Hey, is anyone still working on this? Due to the inactivity this issue has been automatically marked as stale. It will be closed if no further activity occurs. Thank you for your contributions.
I understand the interest but actually I don't see that much possible improvments in practice:
- Weights: people should simply writes 0 for their toy pallet.
- MaxEncodedLen: I was thinking keeping the constraint optional as it is currently.
- transactional extrinsic: I think it is a logical change, people can use them or not, in both toy pallet and production pallet.
()implementation of traits: This one makes sense to me, maybe we want to prevent dumb implementation in production network. Maybe we can start the habit with explicit name for dumb implementation, like we did for filter IIRC, so instead of()implementation we would have some explicit name which state whether it makes sense in production.
For the mock configuration when testing pallet, I know people complains about setting it, but it is always the same configuration of frame-system, providing a good example to copy and paste could be enough to be able to set easily.
For implementing this on the pallet, I suggest a syntax like:
#[frame_support::pallet]
#[frame_support::pallet::dev_mode] // <----
pub mod pallet {
...
}
Which will automatically remove the need for #[weight()] attribute (probably set weight to 0 for all extrinsics), and also automatically add #[pallet::without_storage_info] flag (https://github.com/paritytech/substrate/pull/10662).
As a test, this minimal frame pallet should compile:
#![cfg_attr(not(feature = "std"), no_std)]
pub use pallet::*;
#[frame_support::pallet]
#[frame_support::pallet::dev_mode]
pub mod pallet {
use frame_support::pallet_prelude::*;
use frame_system::pallet_prelude::*;
// The struct on which we build all of our Pallet logic.
#[pallet::pallet]
pub struct Pallet<T>(_);
// Your Pallet's configuration trait, representing custom external types and interfaces.
#[pallet::config]
pub trait Config: frame_system::Config {}
#[pallet::storage]
type MyStorage<T: Config> = StorageValue<_, Vec<u8>>;
// Your Pallet's callable functions.
#[pallet::call]
impl<T: Config> Pallet<T> {
pub fn my_call(origin: OriginFor<T>) -> DispatchResult {
Ok(())
}
}
// Your Pallet's internal functions.
impl<T: Config> Pallet<T> {}
}
Would it instead be desirable to make the existing construct_runtime! macro be the production one and do a construct_dev_runtime! that can be opted into? Otherwise I feel like this is going to be a significant breaking change across the ecosystem possibly?
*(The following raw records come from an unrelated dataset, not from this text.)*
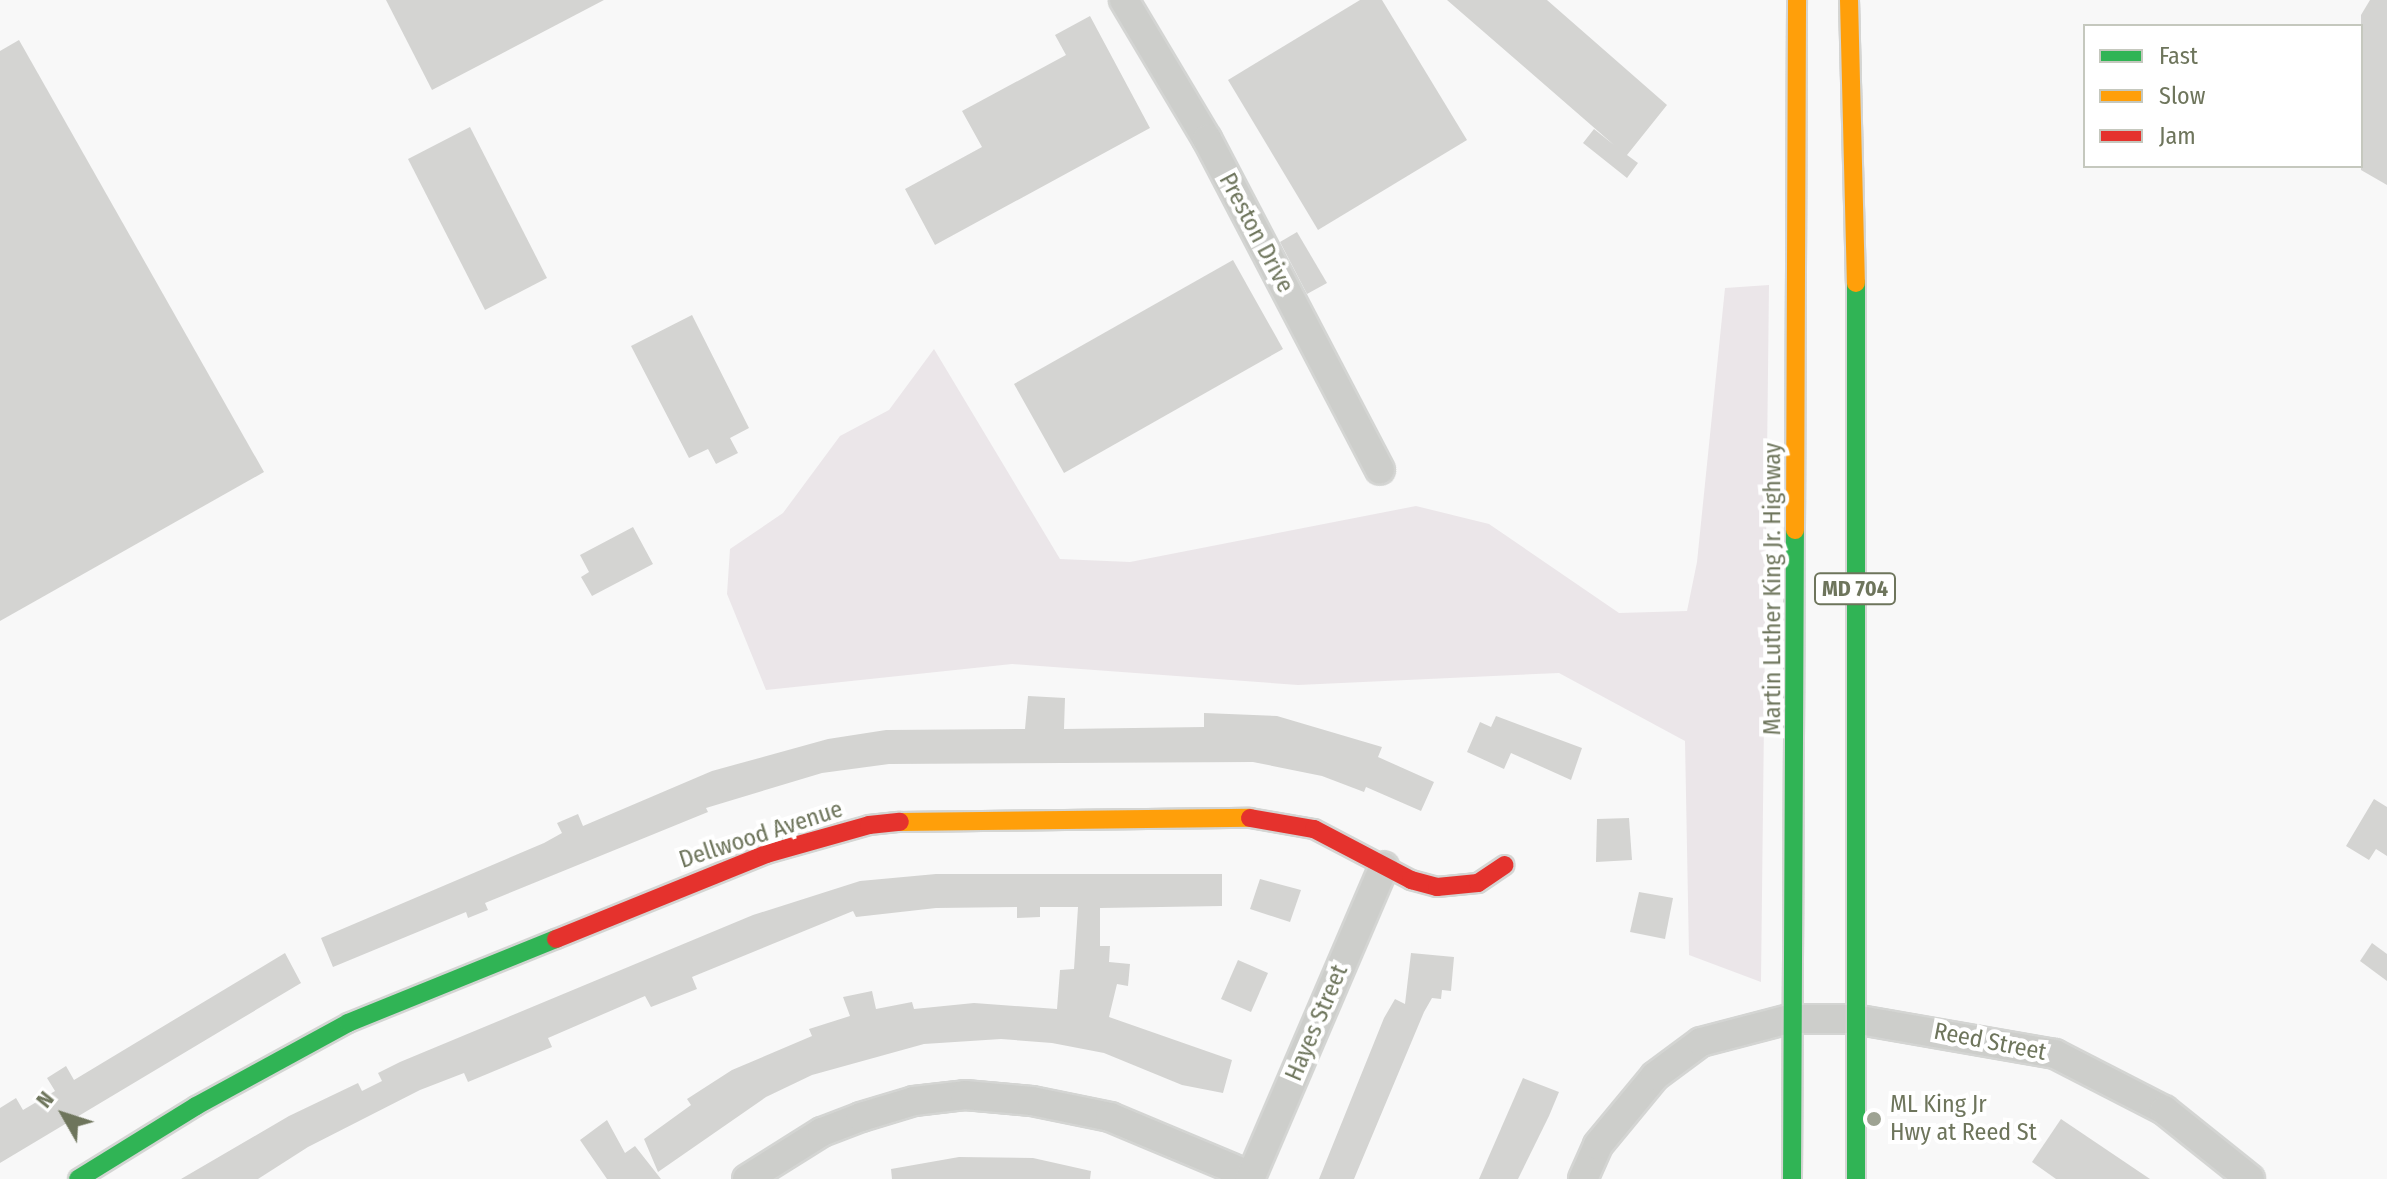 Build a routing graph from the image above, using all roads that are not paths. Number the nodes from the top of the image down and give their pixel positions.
1 (1124, 0) edge
2 (1797, 0) edge
3 (1849, 0) edge
4 (1380, 470) dead end
5 (1505, 865) dead end
6 (1384, 866) junction
7 (1789, 1019) junction
8 (1854, 1019) junction
9 (1251, 1178) edge
10 (78, 1179) edge
11 (747, 1179) edge
12 (1583, 1179) edge
13 (1792, 1179) edge
14 (1856, 1179) edge
15 (2250, 1179) edge

1 - 4 street, Preston Drive
2 - 7 main road, Martin Luther King Jr. Highway / MD 704
3 - 8 main road, MD 704
5 - 6 main road, Dellwood Avenue
6 - 9 street, Hayes Street
6 - 10 main road, Dellwood Avenue
7 - 8 street, Reed Street
7 - 12 street, Reed Street
7 - 13 main road, Martin Luther King Jr. Highway / MD 704
8 - 14 main road, MD 704
8 - 15 street, Reed Street
9 - 11 street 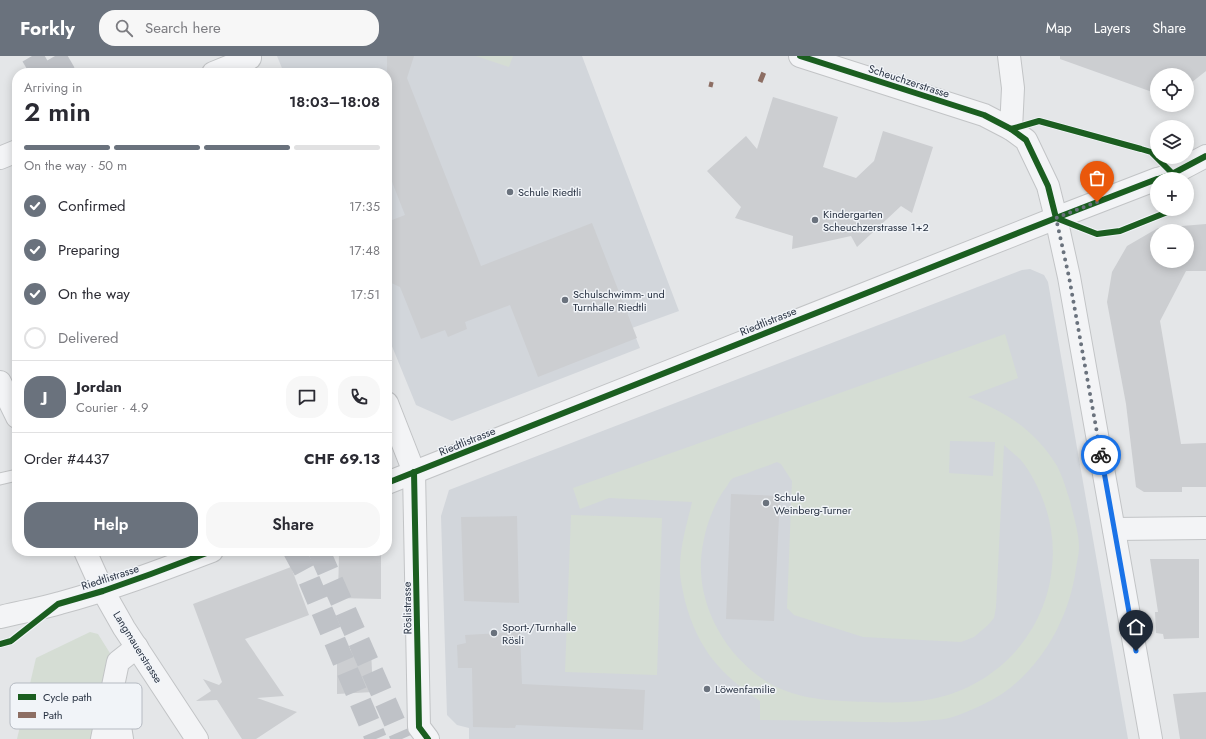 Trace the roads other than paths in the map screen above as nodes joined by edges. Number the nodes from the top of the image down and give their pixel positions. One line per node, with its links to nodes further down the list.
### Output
1 (800, 56): 5 (street, Scheuchzerstrasse)
2 (1009, 56): 5 (street)
3 (252, 62): 4 (street)
4 (231, 68)
5 (1011, 129): 11 (street, Scheuchzerstrasse)
6 (12, 153): 8 (street)
7 (1206, 156): 9 (street, Riedtlistrasse)
8 (0, 158)
9 (1176, 172)
10 (1150, 182): 11 (street, Riedtlistrasse)
11 (1056, 218): 15 (street, Riedtlistrasse); 20 (street, Scheuchzerstrasse)
12 (0, 382): 13 (street)
13 (12, 407)
14 (392, 416): 15 (street, Röslistrasse)
15 (414, 472): 18 (street, Riedtlistrasse); 32 (street, Röslistrasse)
16 (12, 476): 17 (lane)
17 (0, 479)
18 (392, 481)
19 (1206, 528): 20 (street)
20 (1114, 529): 33 (street, Scheuchzerstrasse)
21 (87, 556): 23 (street, Langmauerstrasse)
22 (199, 556): 23 (street, Riedtlistrasse)
23 (103, 591): 24 (street, Riedtlistrasse); 25 (street, Langmauerstrasse)
24 (0, 617)
25 (137, 647): 26 (street); 31 (street, Langmauerstrasse)
26 (113, 683)
27 (104, 729): 29 (street)
28 (120, 729): 30 (street)
29 (102, 739)
30 (122, 739)
31 (197, 739)
32 (428, 739)
33 (1151, 739) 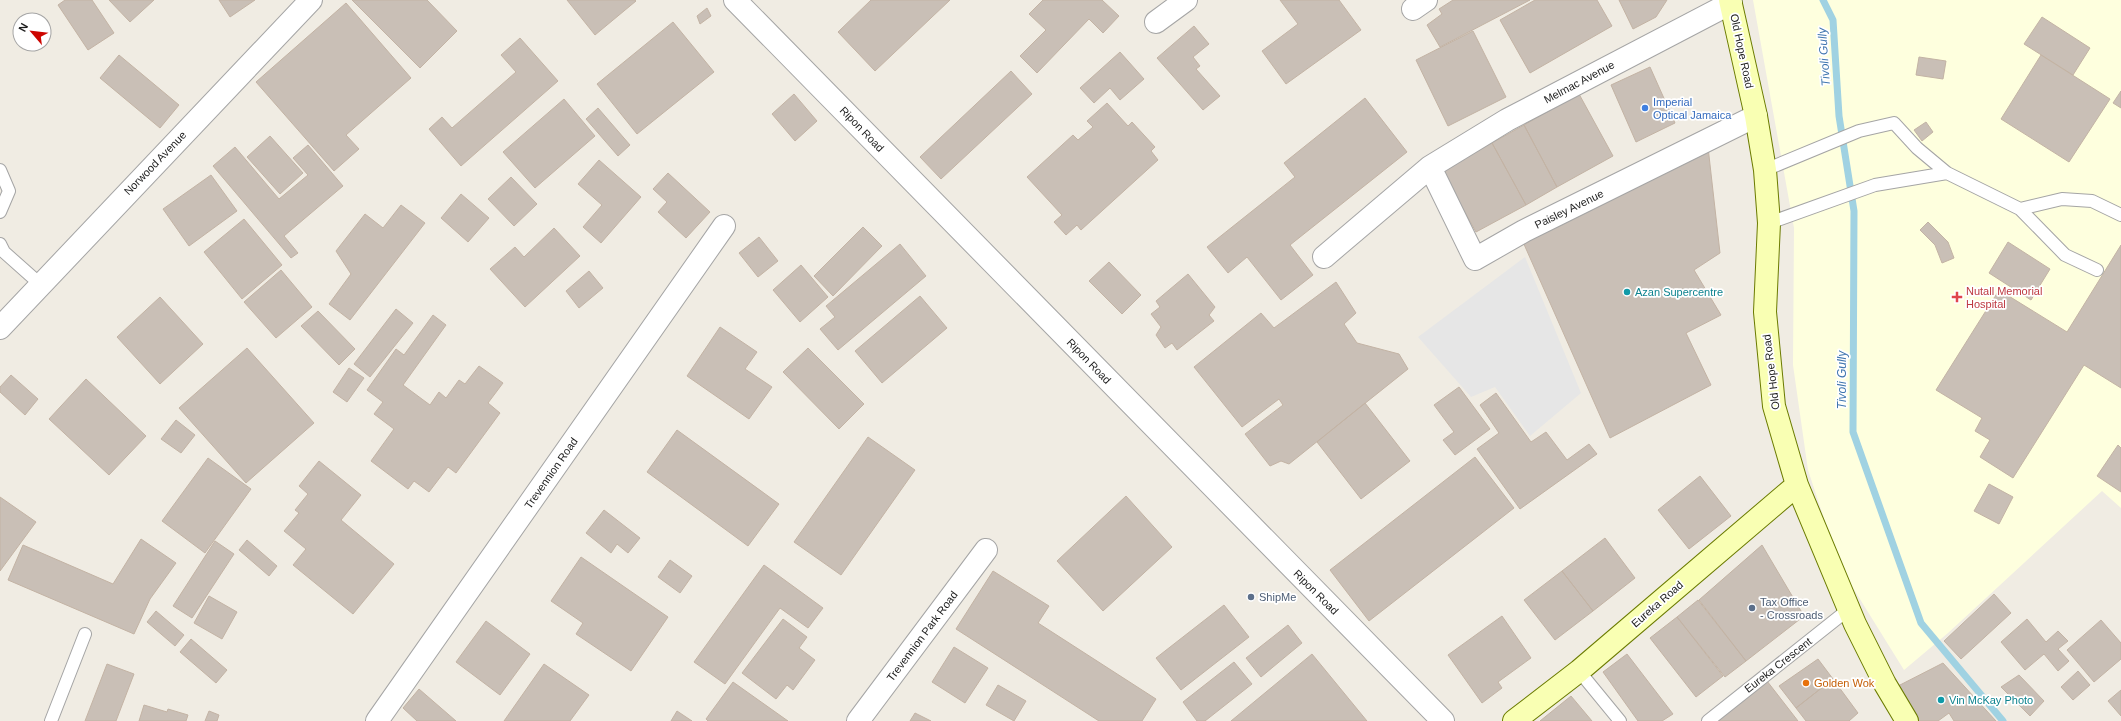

Note that after a while I realized that the suggested syntax:
#[frame_support::pallet]
#[frame_support::pallet::dev_mode]
pub mod pallet {
will not work because the pallet:: macros are only valid inside of a pallet module and the way the pallet macro machinery works, an additional outer macro would conflict with pallet's role as the outer macro that parses everything within the pallet module. In particular this would lead to problems depending on whether #[pallet] or #[pallet::dev_mode] is specified first, even if we could get this double outer macro thing working.
Instead, I recommend this much easier to parse syntax:
#[frame_support::pallet(dev_mode)]
pub mod pallet {
In other words add dev_mode as an optional argument for the pallet attribute macro. Since pallet is actually expanded, it can then make use of this information during parsing and expansion of the pallet module.